The cancer cells can also be tested for the presence of the human epidermal growth factor receptor 2 (HER-2). HER-2 is a protein found in excessive amounts on the surface of about one out of three breast cancers. Those cancers have always tended to be more aggressive, more likely to spread, and less likely to respond to traditional chemotherapy. However, new treatments — such as the drug trastuzumab (Herceptin) — that directly target the HER-2 protein are now available, greatly improving the outlook for these women. Tratuzumab reduces post-surgical cancer recurrence by up to 50 percent for women with HER-2-positive cancers.
If your cancer is considered “hormone receptor positive,” hormone therapies with the use of estrogen blockers such as tamoxifen, anastrazole (Arimidex), letrazole (Femara) and exenestane (Aromasin), can reduce the rates of recurrence.
Radiation
Studies have shown success in two particular types of therapies — partial breast irradiation and short-course radiation. Both therapies reduce the amount of time you spend at the radiation center. In a traditional radiation course, you’ll spend about five days a week for five to six weeks receiving radiation to the breast.
Partial breast radiation is a new method of radiation that may be considered for those who have had a lumpectomy — a surgical option for small tumors relative to the size of the whole breast. In partial breast irradiation, radiation is focused on just where the tumor was before being removed through surgery.
Those with early-stage cancer and no lymph node involvement — but who don’t qualify for partial breast radiation, due to factors such as tumor size or location — may be candidates for short-course radiation. A Canadian study released in 2008 concluded that reducing radiation treatments for certain early-stage breast cancer to 16 sessions given over the course of about three weeks appears to be just as effective as the standard treatment series of 25 treatments over five weeks.

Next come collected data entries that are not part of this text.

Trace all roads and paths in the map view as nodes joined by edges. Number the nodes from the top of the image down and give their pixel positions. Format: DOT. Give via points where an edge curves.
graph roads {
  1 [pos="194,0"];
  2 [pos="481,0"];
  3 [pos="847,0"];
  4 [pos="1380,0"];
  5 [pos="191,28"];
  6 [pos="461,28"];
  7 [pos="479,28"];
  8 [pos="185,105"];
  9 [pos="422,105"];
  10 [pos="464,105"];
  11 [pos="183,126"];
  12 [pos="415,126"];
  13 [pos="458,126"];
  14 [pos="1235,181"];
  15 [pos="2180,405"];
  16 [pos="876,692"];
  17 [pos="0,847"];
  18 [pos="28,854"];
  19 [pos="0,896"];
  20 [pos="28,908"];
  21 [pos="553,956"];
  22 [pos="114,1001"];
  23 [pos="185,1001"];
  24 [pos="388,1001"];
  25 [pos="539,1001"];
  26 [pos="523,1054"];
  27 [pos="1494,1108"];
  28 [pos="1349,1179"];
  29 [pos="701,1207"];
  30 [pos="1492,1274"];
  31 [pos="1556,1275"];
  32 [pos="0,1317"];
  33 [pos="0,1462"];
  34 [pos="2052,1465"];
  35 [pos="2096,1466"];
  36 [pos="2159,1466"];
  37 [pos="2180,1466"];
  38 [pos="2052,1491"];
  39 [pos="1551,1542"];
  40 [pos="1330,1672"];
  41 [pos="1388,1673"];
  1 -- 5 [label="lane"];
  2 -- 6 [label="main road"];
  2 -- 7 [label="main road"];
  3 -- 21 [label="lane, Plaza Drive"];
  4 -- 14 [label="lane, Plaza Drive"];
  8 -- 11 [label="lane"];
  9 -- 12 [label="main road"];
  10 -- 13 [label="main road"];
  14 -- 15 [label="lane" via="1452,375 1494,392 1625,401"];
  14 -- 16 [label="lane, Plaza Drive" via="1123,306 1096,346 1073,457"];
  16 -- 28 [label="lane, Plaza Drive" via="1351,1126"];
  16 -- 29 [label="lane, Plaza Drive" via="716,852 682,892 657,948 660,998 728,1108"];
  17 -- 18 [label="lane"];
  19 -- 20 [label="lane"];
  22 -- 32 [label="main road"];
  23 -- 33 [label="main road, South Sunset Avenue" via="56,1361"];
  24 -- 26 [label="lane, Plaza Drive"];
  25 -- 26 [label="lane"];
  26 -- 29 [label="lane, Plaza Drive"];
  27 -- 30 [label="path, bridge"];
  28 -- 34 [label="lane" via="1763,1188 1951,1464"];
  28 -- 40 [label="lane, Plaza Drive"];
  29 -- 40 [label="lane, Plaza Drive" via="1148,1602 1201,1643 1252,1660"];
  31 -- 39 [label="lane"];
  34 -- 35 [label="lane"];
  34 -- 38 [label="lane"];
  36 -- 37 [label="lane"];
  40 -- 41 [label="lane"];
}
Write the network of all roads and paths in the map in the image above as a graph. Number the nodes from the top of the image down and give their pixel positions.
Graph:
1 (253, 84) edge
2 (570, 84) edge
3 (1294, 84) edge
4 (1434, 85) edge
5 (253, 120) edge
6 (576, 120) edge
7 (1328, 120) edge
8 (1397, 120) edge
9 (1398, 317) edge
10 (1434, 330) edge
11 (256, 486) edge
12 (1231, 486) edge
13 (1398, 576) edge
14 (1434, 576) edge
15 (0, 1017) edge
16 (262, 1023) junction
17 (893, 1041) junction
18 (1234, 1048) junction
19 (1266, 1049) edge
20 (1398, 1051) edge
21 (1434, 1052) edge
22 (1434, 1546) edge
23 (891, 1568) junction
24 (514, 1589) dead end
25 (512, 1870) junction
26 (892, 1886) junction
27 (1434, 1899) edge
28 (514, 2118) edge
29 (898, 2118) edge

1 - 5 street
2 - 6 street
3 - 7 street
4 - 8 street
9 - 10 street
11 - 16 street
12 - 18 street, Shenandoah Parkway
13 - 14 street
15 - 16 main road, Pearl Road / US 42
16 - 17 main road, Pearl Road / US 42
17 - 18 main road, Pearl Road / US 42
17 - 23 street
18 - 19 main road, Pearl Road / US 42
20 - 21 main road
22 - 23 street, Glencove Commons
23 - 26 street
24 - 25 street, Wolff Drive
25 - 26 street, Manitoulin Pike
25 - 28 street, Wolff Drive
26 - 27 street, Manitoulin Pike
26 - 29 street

Surgical Treatment Options
If a mastectomy is recommended by either a breast surgeon or an oncologist — or is preferred by the patient — there are several types of breast removal. These include:
• Total, or simple, mastectomy. This involves removal of breast tissue, skin, the nipple and the dark skin (areola) around the nipple but not the lymph nodes.
• Modified radical mastectomy. This removes the same tissues as does a total mastectomy, but also includes the lymph nodes under the armpits (axillary lymph node dissection).
• Radical mastectomy. This is the most extensive form of mastectomy. In addition to the removal of breast and lymph nodes, some chest wall muscle, and additional fat and skin also are removed.
• Others. This includes the skin-sparing mastectomy and the subcutaneous (nipple-sparing) mastectomy.
On The Horizon
Experts expect to see greater individualization of treatment based on a greater understanding of the genetic factors that govern breast cancer biology. More specific abnormal pathways of cancer cells and how to target these with therapy will be identified.
Studies already in progress include genetic research on breast cancer genes and new imaging techniques. Scientists also anticipate that additional drug and hormone discoveries will be made which will be valuable in terms of cancer prevention.